Used electric fields and electrodes

In this research, three different electrodes, including Iron, Aluminum, and Copper electrodes, were employed to investigate the effects of the electrode type on the efficiency of the improvement results. In addition to the types of electrodes, two different voltages were used (12 V and 24 V) while the applied ampere was selected constant (10 A). Electric fields were applied for 3 h to samples in consolidation tests, and it is shown that this period was sufficient to reach the end of consolidation for the conducted tests. Details of the test program are introduced in Table 2. As indicated in this Table, this research was undertaken by applying 28 tests, including 24 consolidation tests and four unconfined compression tests.

This section presents the results of the electro-osmosis consolidation for Kaolin Clay (KC) and Gray Clay of Tabriz (GCT). In addition, the effects of the EO treatment on the strength of samples are evaluated. As mentioned in “Details of the experimental study” section, samples were subjected to 100kpa preloading, and an electric field was applied at the end of the consolidation result of preloading.

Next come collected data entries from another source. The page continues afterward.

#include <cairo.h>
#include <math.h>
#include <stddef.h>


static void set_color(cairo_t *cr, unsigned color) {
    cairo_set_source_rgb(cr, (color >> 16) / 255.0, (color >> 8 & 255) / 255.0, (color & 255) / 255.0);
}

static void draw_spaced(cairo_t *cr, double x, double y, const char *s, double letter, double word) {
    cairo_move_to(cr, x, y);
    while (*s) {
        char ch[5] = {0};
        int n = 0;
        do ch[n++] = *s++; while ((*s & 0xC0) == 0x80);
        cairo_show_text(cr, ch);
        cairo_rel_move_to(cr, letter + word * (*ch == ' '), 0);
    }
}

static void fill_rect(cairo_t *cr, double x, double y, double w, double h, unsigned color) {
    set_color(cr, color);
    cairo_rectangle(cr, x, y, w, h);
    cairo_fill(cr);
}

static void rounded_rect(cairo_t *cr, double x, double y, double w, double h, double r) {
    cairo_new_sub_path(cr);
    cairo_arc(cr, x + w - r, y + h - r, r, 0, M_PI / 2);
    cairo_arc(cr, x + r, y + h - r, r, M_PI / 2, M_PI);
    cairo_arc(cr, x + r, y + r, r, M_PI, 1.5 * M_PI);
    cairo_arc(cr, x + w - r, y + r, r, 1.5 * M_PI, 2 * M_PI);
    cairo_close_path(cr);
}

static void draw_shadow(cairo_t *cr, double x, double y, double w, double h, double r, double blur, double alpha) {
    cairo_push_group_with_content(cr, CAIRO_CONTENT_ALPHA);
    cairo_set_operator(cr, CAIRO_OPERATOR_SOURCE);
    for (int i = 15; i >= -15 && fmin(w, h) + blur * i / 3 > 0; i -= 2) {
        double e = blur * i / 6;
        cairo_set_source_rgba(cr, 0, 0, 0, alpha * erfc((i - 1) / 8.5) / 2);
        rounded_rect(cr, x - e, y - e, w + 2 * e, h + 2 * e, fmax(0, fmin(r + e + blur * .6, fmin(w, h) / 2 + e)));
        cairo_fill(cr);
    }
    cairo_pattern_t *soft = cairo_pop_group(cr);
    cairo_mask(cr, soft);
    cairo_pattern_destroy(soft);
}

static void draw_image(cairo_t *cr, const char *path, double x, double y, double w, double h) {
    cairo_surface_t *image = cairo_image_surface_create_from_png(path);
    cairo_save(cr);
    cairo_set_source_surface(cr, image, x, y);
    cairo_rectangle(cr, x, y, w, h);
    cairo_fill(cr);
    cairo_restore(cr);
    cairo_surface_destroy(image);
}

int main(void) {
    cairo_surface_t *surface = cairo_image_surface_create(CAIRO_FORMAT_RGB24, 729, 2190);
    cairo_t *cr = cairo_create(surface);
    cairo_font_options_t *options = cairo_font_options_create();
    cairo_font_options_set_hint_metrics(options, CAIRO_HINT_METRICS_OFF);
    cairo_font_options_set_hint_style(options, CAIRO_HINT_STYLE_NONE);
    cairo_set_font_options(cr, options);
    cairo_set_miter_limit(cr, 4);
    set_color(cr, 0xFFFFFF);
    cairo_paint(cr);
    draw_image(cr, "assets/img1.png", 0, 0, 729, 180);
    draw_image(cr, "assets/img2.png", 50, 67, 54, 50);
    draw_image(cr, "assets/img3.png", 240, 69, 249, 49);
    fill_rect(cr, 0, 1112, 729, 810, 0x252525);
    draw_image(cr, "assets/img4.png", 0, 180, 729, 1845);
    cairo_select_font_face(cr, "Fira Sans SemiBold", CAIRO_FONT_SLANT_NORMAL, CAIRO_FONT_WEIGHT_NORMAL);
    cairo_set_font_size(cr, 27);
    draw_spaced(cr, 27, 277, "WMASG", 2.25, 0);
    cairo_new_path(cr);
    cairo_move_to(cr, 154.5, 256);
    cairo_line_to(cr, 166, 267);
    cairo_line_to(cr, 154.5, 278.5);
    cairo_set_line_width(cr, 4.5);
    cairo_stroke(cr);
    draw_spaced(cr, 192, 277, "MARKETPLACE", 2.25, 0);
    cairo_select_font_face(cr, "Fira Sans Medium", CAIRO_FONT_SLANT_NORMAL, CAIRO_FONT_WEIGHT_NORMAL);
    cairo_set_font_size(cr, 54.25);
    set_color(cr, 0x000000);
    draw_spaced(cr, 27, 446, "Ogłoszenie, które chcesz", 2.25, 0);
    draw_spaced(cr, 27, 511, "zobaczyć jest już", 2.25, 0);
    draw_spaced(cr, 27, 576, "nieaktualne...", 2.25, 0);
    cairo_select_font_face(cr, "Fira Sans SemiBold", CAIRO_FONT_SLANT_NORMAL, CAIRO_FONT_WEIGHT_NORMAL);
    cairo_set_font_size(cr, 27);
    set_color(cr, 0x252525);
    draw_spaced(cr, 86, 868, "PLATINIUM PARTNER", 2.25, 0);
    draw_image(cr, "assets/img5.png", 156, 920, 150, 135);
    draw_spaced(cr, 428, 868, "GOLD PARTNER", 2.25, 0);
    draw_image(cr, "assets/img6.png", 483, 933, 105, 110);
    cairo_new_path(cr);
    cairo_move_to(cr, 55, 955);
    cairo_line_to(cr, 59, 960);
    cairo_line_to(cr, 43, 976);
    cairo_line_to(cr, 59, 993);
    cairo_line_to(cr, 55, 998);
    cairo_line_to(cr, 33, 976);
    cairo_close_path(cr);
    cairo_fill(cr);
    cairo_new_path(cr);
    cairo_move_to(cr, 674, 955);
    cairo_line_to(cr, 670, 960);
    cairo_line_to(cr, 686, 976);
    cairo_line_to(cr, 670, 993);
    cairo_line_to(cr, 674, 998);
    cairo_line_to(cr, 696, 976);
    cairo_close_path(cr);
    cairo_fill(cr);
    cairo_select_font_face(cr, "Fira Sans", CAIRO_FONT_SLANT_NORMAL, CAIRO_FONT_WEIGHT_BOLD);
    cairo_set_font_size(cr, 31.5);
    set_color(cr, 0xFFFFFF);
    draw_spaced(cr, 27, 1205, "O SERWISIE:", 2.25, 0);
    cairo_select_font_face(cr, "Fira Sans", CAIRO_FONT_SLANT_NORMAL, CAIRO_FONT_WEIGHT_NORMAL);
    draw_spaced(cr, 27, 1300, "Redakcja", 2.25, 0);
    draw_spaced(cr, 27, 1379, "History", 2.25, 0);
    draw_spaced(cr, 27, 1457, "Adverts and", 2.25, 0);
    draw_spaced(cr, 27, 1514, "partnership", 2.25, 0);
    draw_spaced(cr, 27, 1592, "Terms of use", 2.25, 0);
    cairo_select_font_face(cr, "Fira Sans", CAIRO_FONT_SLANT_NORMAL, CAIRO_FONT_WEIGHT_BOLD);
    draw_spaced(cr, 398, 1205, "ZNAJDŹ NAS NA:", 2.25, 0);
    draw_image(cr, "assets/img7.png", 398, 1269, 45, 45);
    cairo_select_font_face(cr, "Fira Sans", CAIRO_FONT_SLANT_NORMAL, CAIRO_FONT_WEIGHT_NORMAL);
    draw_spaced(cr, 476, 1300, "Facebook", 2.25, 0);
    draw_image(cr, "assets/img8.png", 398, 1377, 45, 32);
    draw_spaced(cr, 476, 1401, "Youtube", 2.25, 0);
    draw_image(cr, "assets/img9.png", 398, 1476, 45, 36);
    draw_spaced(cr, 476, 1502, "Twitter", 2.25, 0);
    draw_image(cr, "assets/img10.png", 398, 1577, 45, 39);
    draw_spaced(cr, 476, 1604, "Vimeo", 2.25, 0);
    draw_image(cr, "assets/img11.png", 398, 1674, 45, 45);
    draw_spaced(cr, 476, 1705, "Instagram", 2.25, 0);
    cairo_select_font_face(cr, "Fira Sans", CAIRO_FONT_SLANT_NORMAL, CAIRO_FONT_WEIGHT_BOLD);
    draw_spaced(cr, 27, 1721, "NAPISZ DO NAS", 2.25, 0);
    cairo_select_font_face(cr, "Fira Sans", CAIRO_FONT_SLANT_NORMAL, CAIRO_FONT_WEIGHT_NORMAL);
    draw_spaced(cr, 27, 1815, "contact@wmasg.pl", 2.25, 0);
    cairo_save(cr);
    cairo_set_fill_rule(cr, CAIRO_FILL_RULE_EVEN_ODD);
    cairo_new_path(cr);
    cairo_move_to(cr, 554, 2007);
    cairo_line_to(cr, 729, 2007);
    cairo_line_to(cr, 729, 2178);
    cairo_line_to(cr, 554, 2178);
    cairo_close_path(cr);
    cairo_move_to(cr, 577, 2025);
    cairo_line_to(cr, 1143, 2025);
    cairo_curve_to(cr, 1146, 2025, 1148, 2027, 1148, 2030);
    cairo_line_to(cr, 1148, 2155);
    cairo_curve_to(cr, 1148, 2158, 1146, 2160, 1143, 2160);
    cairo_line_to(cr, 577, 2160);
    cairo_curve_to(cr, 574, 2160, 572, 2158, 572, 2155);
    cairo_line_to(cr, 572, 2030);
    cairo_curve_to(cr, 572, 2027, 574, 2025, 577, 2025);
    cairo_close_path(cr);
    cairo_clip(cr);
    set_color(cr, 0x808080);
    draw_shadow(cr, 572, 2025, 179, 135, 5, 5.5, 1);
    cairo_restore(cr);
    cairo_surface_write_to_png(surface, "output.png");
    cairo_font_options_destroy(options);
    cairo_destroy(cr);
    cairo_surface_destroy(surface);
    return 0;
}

On the preloading phase, gray clay with RD (RD = γ_d/γ_d(max)) 80% and 60% exhibited 0.08 mm and 0.11 mm of settlements, respectively, while KC demonstrated 0.02 mm and 0.07 mm. Figure 6 shows settlement-time curves of EO consolidation achieved by tests on KC for RD = 80%, with three different electrodes. This figure shows that larger consolidation settlements were reached using copper electrodes for Kaolin clay. This figure also shows that the smallest values of settlements occurred for tests with iron electrodes.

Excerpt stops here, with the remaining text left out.